“The Huntsman” is simple and short: The huntsman of the title, Yegor, makes a living as a sort of companion to a rich landowner, providing game for his table and generally, it seems, keeping him company. Yegor has abandoned his wife, Pelagea, who is now destitute. The story unfolds as a conversation between husband and wife, in which Yegor cooly and cruelly informs Pelagea that he never loved her and never will. In the end, he relents ever so slightly, giving her a rouble and striding away.
Having told you this, what more can I say? It really is that brief. It really is that cruel. The bestowing of the rouble in the final moments only underscores the lousy cruelty of it all.
Here’s a bit of trivia for you: In 1886, when this story was published, Chekhov was approached by Dmitry Grigorovitch, one of the most widely admired Russian writers of his time (but virtually unknown here in the US, as there are very few translations of him available.) In any case, Grigorovitch reached out to Chekhov to praise him and encourage him. In a long and grateful letter of reply, Chekhov admitted an almost unimaginable thing: How little time and effort he expended on his stories.
“Until now,” Chekhov wrote, “I have approached my writing in a most frivolous, irresponsible and meaningless way. I cannot recall a single story on which I spent more than a day; indeed I wrote ‘The Huntsman,’ which you liked, in a bathing hut! I’ve been writing my stories like reporters churn out pieces about fires: mechanically, half-asleep, caring as little for the reader as for myself.”
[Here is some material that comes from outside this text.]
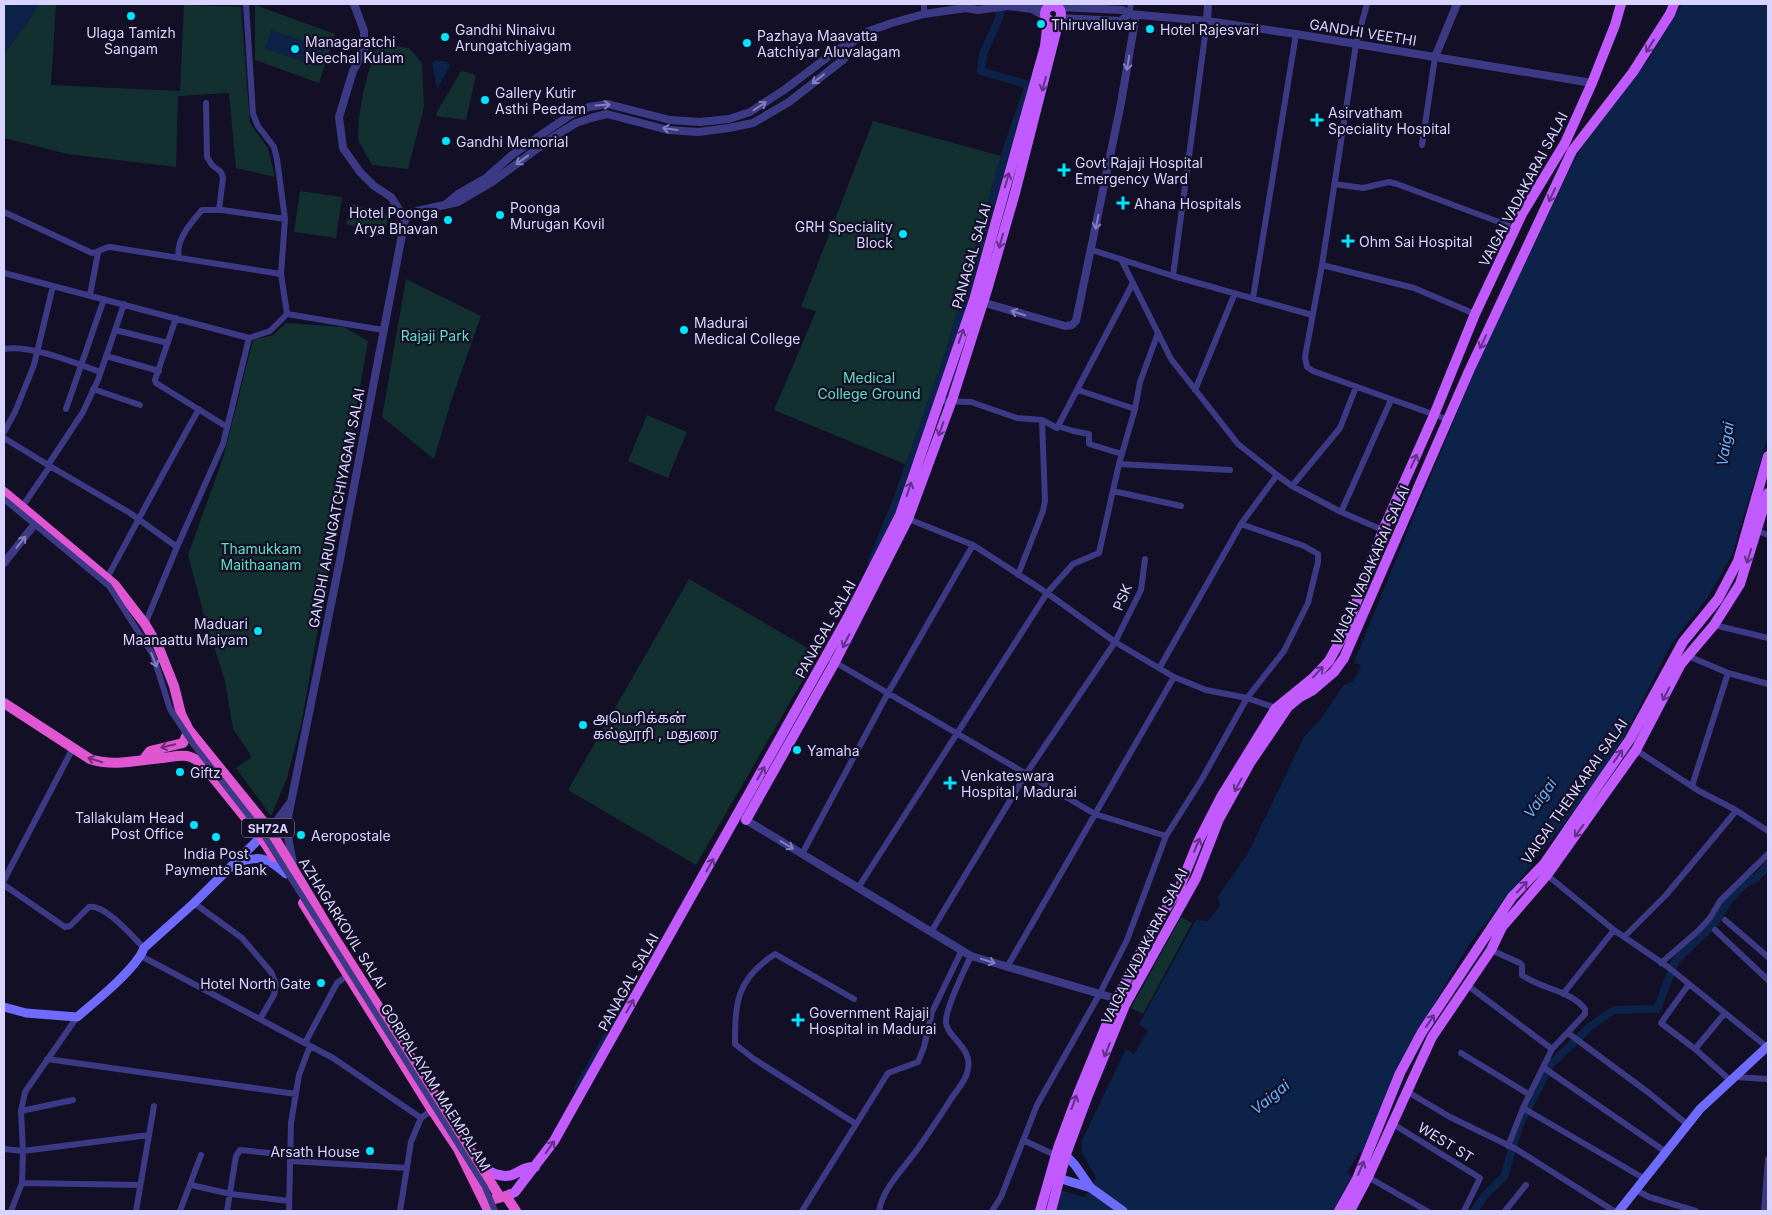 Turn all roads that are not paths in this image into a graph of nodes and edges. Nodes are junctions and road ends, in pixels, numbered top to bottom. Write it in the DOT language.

This makes me feel better about dismissing some of Chekhov’s works–and justifies my suspicion that he rarely if ever did revisions of any sort – even late in his life. So, inevitably, we are left with some works that are in essence, faulty first drafts, if not outright stinkers.
Not that “The Huntsman” is a stinker. But it has the feeling of a punch on the nose. Bang! And it’s over. There’s not much more to say.
READ THIS? READ THAT!
Chekhov wrote many (dozens, probably) of sketches like this in his early, knock-em-out-in-a-day period. Another quick and dirty sketch of a crumb-bum is “Drunk,” a brief portrait of a mean man having too much to drink. Bang! And it’s over.